[Start of section]

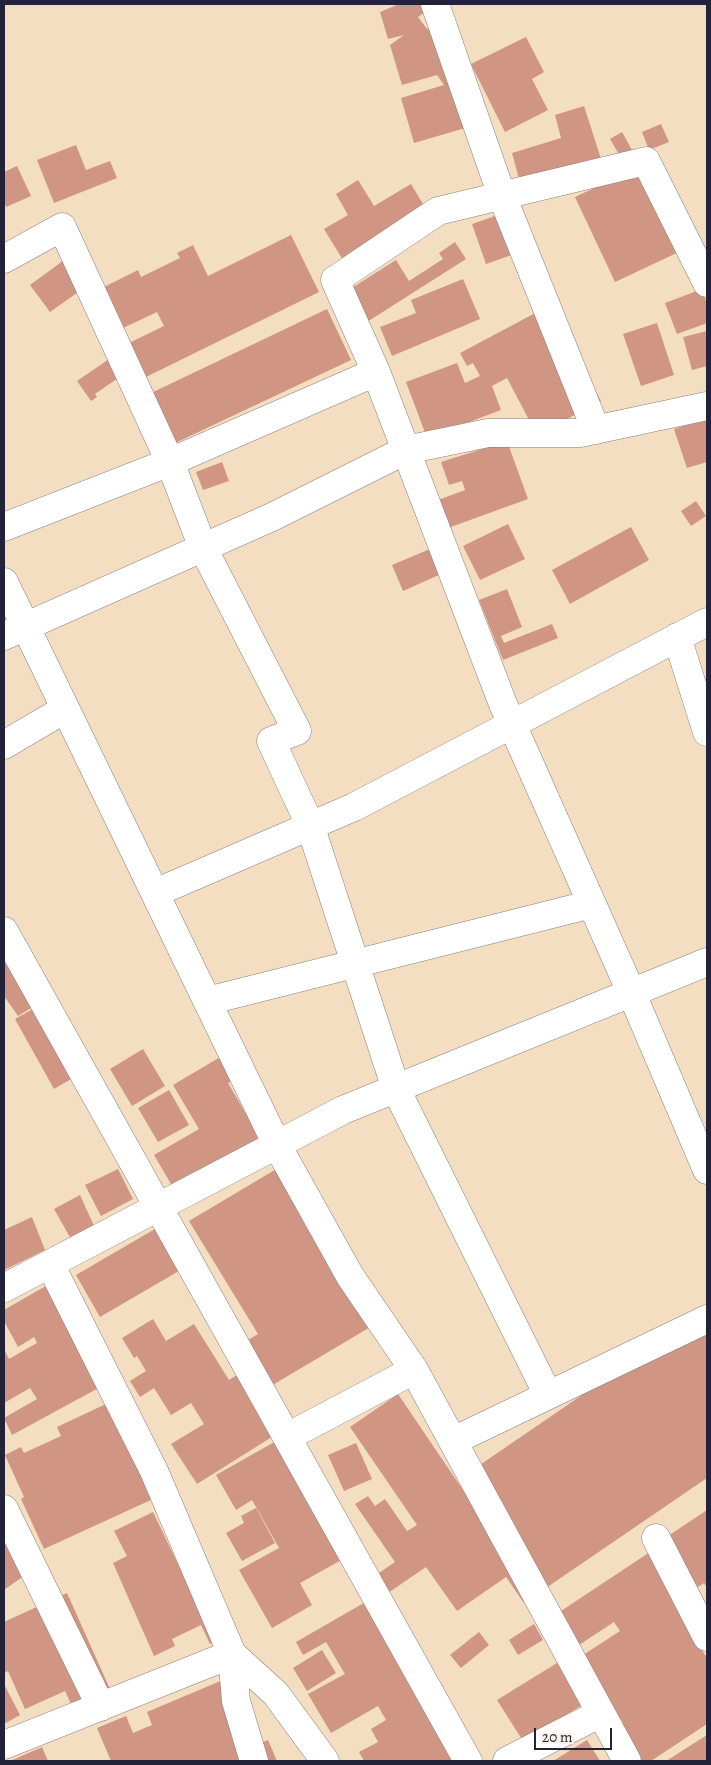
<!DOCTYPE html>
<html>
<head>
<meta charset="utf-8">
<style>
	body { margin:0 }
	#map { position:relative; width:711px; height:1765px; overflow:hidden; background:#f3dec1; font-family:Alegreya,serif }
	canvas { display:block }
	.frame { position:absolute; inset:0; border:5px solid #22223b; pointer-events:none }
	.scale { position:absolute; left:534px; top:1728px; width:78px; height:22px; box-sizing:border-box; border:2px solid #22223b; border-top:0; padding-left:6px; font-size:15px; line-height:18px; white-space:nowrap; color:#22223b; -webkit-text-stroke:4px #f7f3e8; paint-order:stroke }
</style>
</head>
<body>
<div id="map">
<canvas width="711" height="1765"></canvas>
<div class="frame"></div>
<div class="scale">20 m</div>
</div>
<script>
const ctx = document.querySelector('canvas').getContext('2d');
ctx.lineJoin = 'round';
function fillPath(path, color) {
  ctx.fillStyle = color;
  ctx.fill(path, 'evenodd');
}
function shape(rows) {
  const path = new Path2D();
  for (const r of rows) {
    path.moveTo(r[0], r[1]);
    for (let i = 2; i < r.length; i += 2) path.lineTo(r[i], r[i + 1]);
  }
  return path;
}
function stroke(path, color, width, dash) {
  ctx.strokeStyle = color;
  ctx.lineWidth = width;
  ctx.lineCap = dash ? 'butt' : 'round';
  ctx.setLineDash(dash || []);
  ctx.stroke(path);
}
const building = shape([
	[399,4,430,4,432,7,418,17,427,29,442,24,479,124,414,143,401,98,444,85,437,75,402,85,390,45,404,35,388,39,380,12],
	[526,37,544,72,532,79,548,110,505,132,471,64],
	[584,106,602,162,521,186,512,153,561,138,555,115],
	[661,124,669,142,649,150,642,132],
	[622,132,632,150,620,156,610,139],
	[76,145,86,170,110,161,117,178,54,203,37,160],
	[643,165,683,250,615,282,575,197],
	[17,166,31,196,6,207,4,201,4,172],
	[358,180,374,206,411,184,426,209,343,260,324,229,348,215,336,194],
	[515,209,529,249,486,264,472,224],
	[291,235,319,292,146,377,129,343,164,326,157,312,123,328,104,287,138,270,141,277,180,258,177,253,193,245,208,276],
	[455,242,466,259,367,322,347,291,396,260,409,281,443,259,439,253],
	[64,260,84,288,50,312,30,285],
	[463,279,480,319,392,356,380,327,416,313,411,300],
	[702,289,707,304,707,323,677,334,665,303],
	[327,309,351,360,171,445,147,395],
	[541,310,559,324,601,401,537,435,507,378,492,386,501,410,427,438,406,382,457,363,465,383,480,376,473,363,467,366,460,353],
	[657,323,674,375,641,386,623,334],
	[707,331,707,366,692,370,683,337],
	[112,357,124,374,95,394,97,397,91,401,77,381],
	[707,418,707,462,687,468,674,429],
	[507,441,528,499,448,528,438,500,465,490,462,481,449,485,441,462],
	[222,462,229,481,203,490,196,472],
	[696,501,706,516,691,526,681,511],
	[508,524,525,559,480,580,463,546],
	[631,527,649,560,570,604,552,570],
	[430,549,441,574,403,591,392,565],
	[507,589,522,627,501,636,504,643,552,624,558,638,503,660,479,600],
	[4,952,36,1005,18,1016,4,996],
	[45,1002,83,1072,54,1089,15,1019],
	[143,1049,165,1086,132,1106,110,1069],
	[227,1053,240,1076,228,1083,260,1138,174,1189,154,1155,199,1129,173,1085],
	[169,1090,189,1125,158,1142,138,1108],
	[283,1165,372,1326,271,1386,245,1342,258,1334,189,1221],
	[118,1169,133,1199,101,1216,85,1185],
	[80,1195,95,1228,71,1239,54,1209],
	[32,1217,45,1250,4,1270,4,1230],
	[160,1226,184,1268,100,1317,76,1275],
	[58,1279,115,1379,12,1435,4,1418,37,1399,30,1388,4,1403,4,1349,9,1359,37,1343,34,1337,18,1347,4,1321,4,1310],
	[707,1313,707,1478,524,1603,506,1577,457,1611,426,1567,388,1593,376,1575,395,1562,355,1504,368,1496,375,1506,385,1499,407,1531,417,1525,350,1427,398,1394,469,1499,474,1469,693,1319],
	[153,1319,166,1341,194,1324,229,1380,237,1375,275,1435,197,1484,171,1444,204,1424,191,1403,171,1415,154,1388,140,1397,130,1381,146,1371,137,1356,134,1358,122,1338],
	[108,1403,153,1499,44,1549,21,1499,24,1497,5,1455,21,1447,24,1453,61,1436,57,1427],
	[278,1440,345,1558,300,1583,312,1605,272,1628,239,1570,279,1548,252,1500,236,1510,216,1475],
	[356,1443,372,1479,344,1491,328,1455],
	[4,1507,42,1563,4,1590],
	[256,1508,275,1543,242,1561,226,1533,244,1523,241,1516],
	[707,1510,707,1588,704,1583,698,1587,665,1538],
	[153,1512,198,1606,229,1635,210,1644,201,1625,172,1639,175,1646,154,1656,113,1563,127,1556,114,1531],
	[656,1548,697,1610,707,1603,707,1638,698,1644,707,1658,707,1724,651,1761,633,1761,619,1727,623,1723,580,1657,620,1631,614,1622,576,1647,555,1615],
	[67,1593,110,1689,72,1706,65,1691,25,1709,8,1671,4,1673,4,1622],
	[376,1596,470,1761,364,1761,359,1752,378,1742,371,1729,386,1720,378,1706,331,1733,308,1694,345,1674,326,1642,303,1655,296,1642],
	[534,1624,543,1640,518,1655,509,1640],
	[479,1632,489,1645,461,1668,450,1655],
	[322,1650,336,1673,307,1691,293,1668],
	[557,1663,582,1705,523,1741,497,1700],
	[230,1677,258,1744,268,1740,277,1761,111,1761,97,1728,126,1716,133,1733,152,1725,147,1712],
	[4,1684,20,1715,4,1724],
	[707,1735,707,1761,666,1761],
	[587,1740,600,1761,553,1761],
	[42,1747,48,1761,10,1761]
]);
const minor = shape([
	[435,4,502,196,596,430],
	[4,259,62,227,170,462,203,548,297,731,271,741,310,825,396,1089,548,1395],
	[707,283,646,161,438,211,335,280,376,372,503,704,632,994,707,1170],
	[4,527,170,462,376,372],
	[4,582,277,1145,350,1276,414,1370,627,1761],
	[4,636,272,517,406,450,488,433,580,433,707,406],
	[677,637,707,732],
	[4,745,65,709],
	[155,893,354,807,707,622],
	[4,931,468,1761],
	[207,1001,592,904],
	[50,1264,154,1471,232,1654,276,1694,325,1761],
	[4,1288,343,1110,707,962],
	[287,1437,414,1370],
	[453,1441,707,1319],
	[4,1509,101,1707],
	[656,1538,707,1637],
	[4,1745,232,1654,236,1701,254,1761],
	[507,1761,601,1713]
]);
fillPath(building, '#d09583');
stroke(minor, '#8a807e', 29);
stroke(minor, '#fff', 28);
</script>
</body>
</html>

[End of section]
[Start of section]

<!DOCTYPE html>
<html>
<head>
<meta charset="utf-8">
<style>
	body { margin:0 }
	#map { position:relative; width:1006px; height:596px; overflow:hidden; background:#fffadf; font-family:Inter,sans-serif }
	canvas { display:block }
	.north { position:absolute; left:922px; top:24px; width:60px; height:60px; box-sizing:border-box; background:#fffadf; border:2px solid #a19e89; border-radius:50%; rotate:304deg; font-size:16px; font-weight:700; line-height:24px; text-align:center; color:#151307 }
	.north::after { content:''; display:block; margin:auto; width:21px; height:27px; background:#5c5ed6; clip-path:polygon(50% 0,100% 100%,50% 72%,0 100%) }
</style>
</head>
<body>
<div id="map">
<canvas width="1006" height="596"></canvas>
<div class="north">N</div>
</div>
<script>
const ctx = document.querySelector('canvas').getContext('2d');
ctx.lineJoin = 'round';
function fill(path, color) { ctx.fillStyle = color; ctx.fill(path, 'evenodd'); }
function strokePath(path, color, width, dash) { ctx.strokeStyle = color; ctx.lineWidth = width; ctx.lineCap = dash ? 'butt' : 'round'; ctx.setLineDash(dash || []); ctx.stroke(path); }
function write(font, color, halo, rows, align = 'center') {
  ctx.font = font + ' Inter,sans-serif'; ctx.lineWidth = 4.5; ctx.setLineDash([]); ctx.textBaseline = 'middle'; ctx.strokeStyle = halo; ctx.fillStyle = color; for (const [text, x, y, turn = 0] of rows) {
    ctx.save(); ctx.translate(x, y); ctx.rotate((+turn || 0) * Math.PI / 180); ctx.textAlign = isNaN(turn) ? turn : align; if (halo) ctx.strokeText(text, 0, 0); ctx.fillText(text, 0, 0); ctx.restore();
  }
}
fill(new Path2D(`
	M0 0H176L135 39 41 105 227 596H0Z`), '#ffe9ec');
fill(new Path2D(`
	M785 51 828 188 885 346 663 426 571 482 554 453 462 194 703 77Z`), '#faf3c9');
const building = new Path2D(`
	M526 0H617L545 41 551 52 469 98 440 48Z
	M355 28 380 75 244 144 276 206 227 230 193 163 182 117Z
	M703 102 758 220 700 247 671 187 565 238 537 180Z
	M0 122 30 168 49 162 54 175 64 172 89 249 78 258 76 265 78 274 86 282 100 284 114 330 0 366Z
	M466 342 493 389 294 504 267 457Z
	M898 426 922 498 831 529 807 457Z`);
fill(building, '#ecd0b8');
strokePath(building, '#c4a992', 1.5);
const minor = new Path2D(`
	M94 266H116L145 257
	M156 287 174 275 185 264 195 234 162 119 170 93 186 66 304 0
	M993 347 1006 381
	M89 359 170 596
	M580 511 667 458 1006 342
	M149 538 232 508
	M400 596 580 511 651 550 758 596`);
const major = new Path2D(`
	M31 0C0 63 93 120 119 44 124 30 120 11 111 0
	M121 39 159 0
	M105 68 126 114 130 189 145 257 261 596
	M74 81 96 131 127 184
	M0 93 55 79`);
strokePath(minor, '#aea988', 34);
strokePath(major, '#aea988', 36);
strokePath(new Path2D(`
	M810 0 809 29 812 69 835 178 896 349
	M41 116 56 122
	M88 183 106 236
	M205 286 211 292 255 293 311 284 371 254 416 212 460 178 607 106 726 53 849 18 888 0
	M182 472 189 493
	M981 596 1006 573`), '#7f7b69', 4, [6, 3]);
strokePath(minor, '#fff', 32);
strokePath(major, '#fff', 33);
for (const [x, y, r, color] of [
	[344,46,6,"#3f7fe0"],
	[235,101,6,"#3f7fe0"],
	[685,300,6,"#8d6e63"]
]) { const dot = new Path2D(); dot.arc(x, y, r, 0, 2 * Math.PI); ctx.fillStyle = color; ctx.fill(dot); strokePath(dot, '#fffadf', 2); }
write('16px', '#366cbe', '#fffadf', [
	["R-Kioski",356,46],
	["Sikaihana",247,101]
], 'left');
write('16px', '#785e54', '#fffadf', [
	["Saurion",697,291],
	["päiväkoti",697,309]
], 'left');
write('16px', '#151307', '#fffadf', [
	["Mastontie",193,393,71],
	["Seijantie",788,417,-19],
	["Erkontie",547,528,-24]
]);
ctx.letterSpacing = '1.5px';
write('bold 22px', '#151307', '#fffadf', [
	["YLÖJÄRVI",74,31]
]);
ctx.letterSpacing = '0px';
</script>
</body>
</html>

[End of section]
[Start of section]

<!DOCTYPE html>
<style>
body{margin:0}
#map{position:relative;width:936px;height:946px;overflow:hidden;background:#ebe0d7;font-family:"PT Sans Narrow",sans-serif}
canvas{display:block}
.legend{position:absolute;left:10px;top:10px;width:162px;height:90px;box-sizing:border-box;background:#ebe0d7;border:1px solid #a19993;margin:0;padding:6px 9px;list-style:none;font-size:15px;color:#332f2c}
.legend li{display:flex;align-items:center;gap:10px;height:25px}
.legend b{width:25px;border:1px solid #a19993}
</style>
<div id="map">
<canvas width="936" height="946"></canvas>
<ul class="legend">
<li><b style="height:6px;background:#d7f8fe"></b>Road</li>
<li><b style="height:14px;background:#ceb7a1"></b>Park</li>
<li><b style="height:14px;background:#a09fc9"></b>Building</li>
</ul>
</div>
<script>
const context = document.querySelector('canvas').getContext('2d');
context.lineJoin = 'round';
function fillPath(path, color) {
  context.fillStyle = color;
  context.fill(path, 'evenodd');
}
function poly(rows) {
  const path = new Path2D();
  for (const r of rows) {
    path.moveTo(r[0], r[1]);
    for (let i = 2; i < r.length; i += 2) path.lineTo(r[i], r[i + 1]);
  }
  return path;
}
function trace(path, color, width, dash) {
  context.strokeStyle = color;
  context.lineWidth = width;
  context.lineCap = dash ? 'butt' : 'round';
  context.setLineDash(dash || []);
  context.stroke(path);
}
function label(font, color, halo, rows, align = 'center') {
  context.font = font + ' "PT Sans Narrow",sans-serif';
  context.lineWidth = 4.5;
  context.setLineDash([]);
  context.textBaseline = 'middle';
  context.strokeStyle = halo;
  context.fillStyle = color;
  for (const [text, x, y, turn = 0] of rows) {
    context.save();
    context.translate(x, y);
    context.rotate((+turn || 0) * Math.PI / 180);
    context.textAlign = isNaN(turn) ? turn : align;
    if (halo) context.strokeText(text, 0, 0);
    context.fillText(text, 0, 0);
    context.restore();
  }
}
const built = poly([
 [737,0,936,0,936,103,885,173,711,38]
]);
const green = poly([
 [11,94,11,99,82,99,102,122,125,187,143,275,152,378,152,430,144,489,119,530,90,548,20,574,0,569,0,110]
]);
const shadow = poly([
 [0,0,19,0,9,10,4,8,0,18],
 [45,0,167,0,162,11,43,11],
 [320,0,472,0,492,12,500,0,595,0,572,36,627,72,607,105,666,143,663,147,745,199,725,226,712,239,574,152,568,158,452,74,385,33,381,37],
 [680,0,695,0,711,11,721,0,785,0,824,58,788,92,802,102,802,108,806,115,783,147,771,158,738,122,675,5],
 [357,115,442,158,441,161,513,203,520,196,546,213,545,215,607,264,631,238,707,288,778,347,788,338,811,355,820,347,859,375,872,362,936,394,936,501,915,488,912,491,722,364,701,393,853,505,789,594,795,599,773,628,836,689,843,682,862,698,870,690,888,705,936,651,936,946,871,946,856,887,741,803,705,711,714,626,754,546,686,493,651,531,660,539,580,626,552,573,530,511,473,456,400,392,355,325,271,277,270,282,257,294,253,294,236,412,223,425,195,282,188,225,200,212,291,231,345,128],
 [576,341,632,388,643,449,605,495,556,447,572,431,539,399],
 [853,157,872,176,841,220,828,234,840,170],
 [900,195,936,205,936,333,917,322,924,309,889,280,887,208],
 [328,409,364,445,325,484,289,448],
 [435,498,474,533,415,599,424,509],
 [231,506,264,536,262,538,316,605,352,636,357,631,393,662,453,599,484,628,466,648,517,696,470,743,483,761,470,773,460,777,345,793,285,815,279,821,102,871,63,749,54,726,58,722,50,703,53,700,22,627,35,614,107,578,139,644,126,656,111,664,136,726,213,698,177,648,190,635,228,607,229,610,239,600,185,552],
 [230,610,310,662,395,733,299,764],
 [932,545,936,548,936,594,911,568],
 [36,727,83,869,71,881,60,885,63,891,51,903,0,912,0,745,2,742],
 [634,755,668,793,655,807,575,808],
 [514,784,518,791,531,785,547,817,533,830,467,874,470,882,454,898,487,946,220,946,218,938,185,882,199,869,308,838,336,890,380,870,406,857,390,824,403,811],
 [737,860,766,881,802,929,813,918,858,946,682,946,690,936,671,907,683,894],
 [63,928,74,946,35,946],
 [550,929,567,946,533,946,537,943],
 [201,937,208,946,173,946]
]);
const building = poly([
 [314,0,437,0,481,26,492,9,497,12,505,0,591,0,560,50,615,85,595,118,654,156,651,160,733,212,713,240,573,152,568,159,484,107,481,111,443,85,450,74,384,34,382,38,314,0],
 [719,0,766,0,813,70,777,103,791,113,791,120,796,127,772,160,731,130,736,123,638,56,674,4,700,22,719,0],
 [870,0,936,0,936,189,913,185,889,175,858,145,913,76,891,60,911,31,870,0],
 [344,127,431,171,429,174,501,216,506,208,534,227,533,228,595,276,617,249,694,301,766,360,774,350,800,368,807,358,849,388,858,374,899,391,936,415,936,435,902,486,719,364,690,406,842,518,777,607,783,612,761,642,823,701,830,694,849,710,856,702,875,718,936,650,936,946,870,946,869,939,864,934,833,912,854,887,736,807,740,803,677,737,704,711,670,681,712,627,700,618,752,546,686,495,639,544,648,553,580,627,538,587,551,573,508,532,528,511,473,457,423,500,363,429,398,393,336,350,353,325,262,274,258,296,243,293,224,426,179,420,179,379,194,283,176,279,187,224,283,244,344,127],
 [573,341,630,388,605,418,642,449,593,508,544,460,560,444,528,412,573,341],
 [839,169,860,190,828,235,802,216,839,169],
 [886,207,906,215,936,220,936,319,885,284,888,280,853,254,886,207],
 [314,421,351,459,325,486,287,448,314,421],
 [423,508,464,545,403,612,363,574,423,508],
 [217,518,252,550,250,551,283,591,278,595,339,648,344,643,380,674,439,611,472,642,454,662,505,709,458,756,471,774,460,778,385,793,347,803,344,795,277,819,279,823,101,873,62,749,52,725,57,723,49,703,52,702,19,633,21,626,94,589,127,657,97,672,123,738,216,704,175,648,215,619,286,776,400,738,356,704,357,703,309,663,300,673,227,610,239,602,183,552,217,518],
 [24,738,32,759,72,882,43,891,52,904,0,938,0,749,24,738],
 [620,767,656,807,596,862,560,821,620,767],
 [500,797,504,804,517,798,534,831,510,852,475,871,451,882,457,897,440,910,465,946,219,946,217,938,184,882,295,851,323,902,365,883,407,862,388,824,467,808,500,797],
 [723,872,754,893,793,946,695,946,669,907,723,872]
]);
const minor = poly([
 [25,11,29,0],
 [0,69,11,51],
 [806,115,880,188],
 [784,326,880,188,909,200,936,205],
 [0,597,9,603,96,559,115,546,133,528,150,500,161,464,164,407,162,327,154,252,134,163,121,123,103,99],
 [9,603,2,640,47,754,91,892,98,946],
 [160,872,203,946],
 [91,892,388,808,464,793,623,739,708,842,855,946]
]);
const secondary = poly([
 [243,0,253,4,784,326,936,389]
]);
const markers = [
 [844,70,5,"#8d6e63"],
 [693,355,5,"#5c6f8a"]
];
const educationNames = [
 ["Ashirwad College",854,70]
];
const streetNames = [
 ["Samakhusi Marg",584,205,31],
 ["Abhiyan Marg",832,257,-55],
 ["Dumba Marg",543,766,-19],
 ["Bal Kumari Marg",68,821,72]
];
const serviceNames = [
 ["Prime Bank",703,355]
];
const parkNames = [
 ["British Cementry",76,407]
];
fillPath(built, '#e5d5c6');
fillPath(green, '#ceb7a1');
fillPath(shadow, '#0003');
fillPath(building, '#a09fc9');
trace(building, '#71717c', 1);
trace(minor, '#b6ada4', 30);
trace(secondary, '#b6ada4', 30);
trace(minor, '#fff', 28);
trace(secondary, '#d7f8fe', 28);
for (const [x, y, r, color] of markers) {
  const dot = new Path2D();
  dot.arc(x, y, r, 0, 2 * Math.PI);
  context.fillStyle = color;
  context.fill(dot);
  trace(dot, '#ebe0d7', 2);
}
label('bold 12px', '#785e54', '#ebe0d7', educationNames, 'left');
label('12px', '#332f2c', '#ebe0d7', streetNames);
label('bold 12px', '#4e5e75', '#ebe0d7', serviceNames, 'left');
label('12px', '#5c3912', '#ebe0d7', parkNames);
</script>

[End of section]

* WHAT THIS TASK INVOLVES: Gather, from the listing above, every line carrying the word "align".

* SOLUTION TO THIS EXERCISE:
	.north { position:absolute; left:922px; top:24px; width:60px; height:60px; box-sizing:border-box; background:#fffadf; border:2px solid #a19e89; border-radius:50%; rotate:304deg; font-size:16px; font-weight:700; line-height:24px; text-align:center; color:#151307 }
function write(font, color, halo, rows, align = 'center') {
    ctx.save(); ctx.translate(x, y); ctx.rotate((+turn || 0) * Math.PI / 180); ctx.textAlign = isNaN(turn) ? turn : align; if (halo) ctx.strokeText(text, 0, 0); ctx.fillText(text, 0, 0); ctx.restore();
.legend li{display:flex;align-items:center;gap:10px;height:25px}
function label(font, color, halo, rows, align = 'center') {
    context.textAlign = isNaN(turn) ? turn : align;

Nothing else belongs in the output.